Loro migranti, noi italiani, tra odio e paura
Tra gli sconvolgenti fatti di Nizza delle ultime ore e il gravissimo episodio dell’omicidio di Emmanuel, a Fermo, corre un filo, neppure tanto sottile, del colore della paura che sfocia nell’intolleranza, e della tutela di sé stessi che diventa odio incondizionato per gli “sconosciuti”.

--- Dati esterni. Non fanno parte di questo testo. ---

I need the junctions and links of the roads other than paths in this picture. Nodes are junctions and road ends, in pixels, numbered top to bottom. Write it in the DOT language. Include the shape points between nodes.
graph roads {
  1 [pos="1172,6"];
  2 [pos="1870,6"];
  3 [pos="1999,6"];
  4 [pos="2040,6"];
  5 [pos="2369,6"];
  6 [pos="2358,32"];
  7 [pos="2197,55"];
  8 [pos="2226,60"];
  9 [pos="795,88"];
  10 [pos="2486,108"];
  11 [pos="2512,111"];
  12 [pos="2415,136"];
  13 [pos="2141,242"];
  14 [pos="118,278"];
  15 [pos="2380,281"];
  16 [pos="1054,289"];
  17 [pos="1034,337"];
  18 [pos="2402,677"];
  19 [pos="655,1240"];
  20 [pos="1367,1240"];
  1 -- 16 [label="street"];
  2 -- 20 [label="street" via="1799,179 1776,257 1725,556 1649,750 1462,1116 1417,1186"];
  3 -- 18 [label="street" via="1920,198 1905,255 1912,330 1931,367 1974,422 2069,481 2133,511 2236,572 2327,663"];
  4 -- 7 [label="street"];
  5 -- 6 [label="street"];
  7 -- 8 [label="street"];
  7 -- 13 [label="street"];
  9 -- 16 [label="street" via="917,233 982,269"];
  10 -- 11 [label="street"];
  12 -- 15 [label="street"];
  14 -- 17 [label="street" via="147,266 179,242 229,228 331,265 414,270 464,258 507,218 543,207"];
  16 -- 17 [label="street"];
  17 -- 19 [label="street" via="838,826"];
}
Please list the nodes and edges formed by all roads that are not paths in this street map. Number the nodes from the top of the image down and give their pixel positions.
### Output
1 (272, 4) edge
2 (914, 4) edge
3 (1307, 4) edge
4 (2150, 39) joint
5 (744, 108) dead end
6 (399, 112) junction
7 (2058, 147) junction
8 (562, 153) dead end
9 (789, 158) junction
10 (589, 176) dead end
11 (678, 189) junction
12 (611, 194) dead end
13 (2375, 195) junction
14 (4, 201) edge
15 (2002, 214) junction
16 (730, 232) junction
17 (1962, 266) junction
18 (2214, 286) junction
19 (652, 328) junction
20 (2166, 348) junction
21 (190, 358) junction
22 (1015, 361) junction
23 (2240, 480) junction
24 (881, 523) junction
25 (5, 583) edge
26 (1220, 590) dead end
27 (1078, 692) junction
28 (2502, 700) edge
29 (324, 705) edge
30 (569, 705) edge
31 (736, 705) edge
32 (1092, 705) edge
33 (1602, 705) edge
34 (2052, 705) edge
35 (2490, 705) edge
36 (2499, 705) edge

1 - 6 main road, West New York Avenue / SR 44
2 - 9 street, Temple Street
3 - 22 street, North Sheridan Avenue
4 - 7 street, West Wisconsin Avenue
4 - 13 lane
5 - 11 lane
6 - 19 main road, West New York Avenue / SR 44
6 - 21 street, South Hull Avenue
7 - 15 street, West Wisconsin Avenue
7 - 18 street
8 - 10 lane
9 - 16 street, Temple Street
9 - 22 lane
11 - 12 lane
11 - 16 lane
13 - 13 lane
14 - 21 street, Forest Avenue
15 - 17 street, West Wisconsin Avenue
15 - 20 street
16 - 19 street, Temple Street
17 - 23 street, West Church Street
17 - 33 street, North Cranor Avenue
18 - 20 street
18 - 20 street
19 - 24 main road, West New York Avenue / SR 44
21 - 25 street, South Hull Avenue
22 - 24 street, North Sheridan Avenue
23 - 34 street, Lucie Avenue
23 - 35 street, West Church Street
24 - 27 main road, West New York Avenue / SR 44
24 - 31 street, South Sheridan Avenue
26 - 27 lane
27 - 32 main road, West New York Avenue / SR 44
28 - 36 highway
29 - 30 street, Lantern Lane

La cronaca degli ultimi mesi, dopo le analisi, dopo le ricostruzioni dei fatti, dopo la ricerca del chi e del perché, ci pone di fronte alla questione degli immigrati che arrivano in Italia e ci impone di prendere posizione a riguardo. La paura: l’ultimo episodio di terrorismo in Francia ci porta a credere al nesso, scontato e comprensibile, anche, tra immigrazione e attentati. Il buon senso probabilmente ci ricorderebbe che chi scappa da una guerra non viene nel nostro paese per scatenarne un’altra, o che i terroristi protagonisti degli ultimi attentati spesso si sono rivelati essere addirittura residenti del luogo in cui hanno seminato terrore e morte. Ma, spesso, quando si ha paura si pensa a difendersi: diventa difficile quindi, la vita di chi nella fuga pone l’ultima speranza di salvezza, e diventa ancora più difficile la vita di chi questa salvezza vuole renderla effettiva. “L’odio fa impressione”, ha commentato il premier Renzi dopo l’omicidio di Fermo. Oltre il populismo, lontano dalla retorica e dalle parole di politicanti di partiti per cui “bisogna rimandare indietro i barconi”, c’è infatti un’Italia vera che lavora in silenzio per accogliere in modo perlomeno dignitoso le migliaia di profughi che si riversano continuamente sulle nostre coste. Assicurare dignità a chi cerca fortuna in Italia e favorire l’integrazione tramite il lavoro è il punto di partenza di persone come Walter Scerbo, il sindaco di Palizzi (RC) che ha messo in piedi l’ambizioso progetto di ospitare gli immigrati nel proprio paese, nonostante le continue minacce di morte ricevute; a Igea Marina, poco lontano da Rimini, Giancarlo Pari, che ha deciso di ospitare nel suo hotel diversi gruppi di migranti, ha dovuto scontrarsi con la diffidenza degli ospiti, che ha minacciato di alloggiare altrove. Non si contano neppure le manifestazioni di protesta organizzate ogni qualvolta si ipotizzi, da nord a sud, l’apertura di centri di accoglienza per i rifugiati, eppure bisognerebbe aver preso coscienza del rischio che si corre favorendo l’emarginazione di gruppi che arrivano nelle nostre città. Chiudere le frontiere a che pro, se lo stesso odio e la stessa rabbia che temiamo sono già dentro di noi?